Long-Term Air Pollution Exposure Linked with Heart Problems
Loren E. Wold, Ph.D., Sanjay Rajagopalan, M.D., Qinghua Sun, M.D, Ph.D.
Ohio State University
NIEHS Grants R01ES019923, R01ES015146, R01ES017290, R01ES019616, K01ES016588, R21ES017412, R01ES018900
Studies have shown that short-term exposure to air pollution can trigger heart problems, and a new NIEHS-funded study provides evidence that long-term exposure can also have adverse health effects. The researchers report that mice exposed to air pollution for most of their lives showed heart problems that were consistent with developing heart failure.

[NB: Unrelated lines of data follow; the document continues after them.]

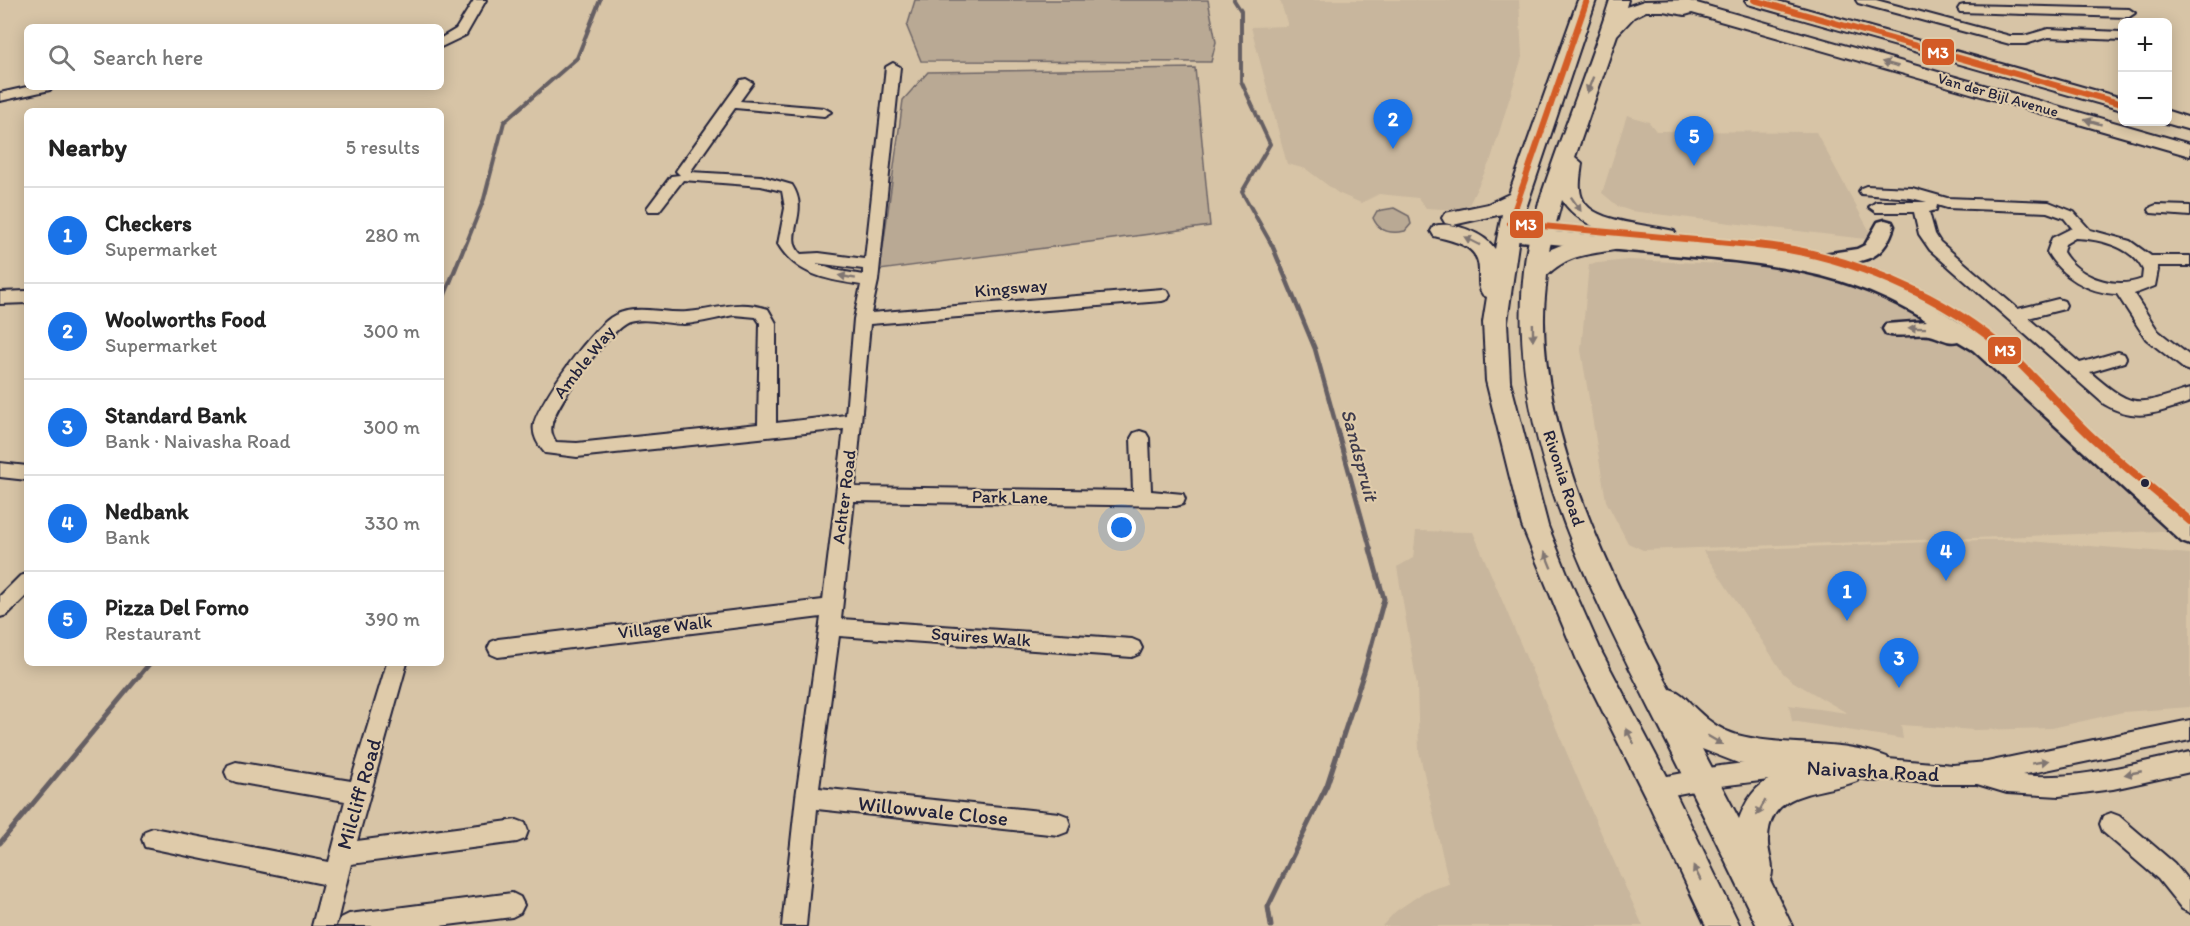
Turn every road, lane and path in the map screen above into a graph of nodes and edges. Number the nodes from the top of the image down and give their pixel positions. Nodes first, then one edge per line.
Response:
1 (480, 0) edge
2 (1587, 0) edge
3 (1619, 0) edge
4 (1667, 0) edge
5 (1754, 0) edge
6 (1862, 0) edge
7 (2121, 0) edge
8 (1888, 4) edge
9 (1964, 9) dead end
10 (2132, 18) edge
11 (1790, 36) junction
12 (2118, 36) edge
13 (444, 42) edge
14 (1606, 43) junction
15 (893, 67) dead end
16 (746, 83) dead end
17 (32, 90) edge
18 (0, 97) edge
19 (2118, 103) edge
20 (732, 104) junction
21 (824, 112) dead end
22 (2172, 118) edge
23 (2190, 124) edge
24 (1574, 127) junction
25 (2190, 150) edge
26 (682, 176) junction
27 (1866, 191) dead end
28 (1520, 198) junction
29 (1947, 203) junction
30 (1876, 207) dead end
31 (654, 208) dead end
32 (1921, 208) junction
33 (2156, 210) dead end
34 (2190, 211) edge
35 (1885, 226) dead end
36 (1509, 229) junction
37 (1542, 231) junction
38 (2085, 232) junction
39 (1666, 236) junction
40 (1619, 242) junction
41 (1831, 258) junction
42 (2146, 261) junction
43 (2190, 261) edge
44 (871, 273) junction
45 (1535, 273) junction
46 (2123, 290) junction
47 (1162, 295) dead end
48 (24, 297) edge
49 (0, 298) edge
50 (1500, 302) junction
51 (2058, 305) dead end
52 (2014, 316) junction
53 (862, 319) junction
54 (1893, 329) dead end
55 (1980, 345) junction
56 (2118, 358) dead end
57 (2190, 366) edge
58 (2076, 370) junction
59 (2190, 395) edge
60 (854, 422) junction
61 (767, 430) junction
62 (1140, 438) dead end
63 (0, 471) edge
64 (24, 473) edge
65 (844, 494) junction
66 (1142, 499) junction
67 (1176, 499) dead end
68 (2190, 521) edge
69 (2190, 535) edge
70 (24, 585) edge
71 (832, 607) junction
72 (0, 609) edge
73 (1616, 613) junction
74 (830, 627) junction
75 (498, 648) dead end
76 (1132, 648) dead end
77 (396, 666) edge
78 (2190, 730) edge
79 (2190, 762) edge
80 (1873, 767) junction
81 (236, 772) dead end
82 (1983, 776) junction
83 (1702, 779) junction
84 (1657, 789) junction
85 (358, 792) junction
86 (807, 797) junction
87 (1059, 824) dead end
88 (2111, 824) dead end
89 (517, 831) dead end
90 (153, 839) dead end
91 (340, 864) junction
92 (2190, 901) edge
93 (512, 905) dead end
94 (324, 926) edge
95 (349, 926) edge
96 (794, 926) edge
97 (1723, 926) edge
98 (1777, 926) edge

1 - 13 street
2 - 28 main road
3 - 14 main road, Rivonia Road
4 - 11 main road, Van der Bijl Avenue
5 - 19 main road, Van der Bijl Avenue
6 - 8 street
7 - 10 street
8 - 12 street
9 - 10 street
11 - 14 main road
25 -> 11 main road, Van der Bijl Avenue
14 -> 24 main road, Rivonia Road
15 - 44 street, Achter Road
16 - 20 street
17 - 18 street
20 - 21 street
20 - 26 street
22 - 23 main road
24 - 37 main road, Rivonia Road
24 -> 39 main road
26 - 31 street
26 - 44 street
27 - 29 street
28 - 36 main road
50 -> 28 main road
29 - 32 street
29 - 38 street
30 - 32 street
32 - 52 street
33 - 34 street
35 - 41 street
36 - 37 street
36 - 50 main road
37 - 39 street
37 - 40 street
37 - 45 main road, Rivonia Road
38 - 42 street
38 - 46 street
39 - 41 street
40 - 45 main road
40 - 55 street
41 - 68 street
42 - 43 street
42 - 46 street
44 - 53 street, Achter Road
45 -> 73 main road, Rivonia Road
46 - 57 street
47 - 53 street, Kingsway
48 - 49 street
84 -> 50 main road
51 - 52 street
52 - 58 street
53 - 60 street, Achter Road
55 -> 54 street
55 - 69 street
56 - 58 street
58 - 59 street
60 - 61 street, Amble Way
60 - 65 street, Achter Road
61 - 61 street, Amble Way
62 - 66 street
63 - 64 street
65 - 66 street, Park Lane
65 - 71 street, Achter Road
66 - 67 street, Park Lane
70 - 72 street
71 - 74 street, Achter Road
71 - 75 street, Village Walk
73 -> 80 main road
73 - 83 main road, Rivonia Road
74 - 76 street, Squires Walk
74 - 86 street, Achter Road
77 - 85 street, Milcliff Road
82 -> 78 street, Naivasha Road
79 -> 82 street, Naivasha Road
80 - 82 street, Naivasha Road
80 - 83 street, Naivasha Road
80 -> 98 main road
81 - 85 street
83 - 84 street, Naivasha Road
83 - 98 main road, Rivonia Road
97 -> 84 main road
85 - 91 street, Milcliff Road
86 - 87 street, Willowvale Close
86 - 96 street, Achter Road
88 - 92 street
89 - 91 street
90 - 91 street
91 - 94 street, Milcliff Road
93 - 95 street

The investigators exposed mice to environmentally-relevant levels of particulate air pollution (< 2.5 microns) or filtered air for six hours a day, five days a week, for nine months, which is a large portion of the animal’s lifespan. Echocardiography revealed that the mice exposed to air pollution developed heart dysfunction, which could also be seen at cellular and tissue levels. The researchers say that these findings have implications for air pollution as an independent risk factor for cardiovascular disease development.
Citation: Wold LE, Ying Z, Hutchinson KR, Velten M, Gorr MW, Velten C, Youtz DJ, Wang A, Lucchesi PA, Sun Q, Rajagopalan S. Cardiovascular remodeling in response to long-term exposure to fine particulate matter air pollution. Circ Heart Fail. 2012 Jul 1;5(4):452-61.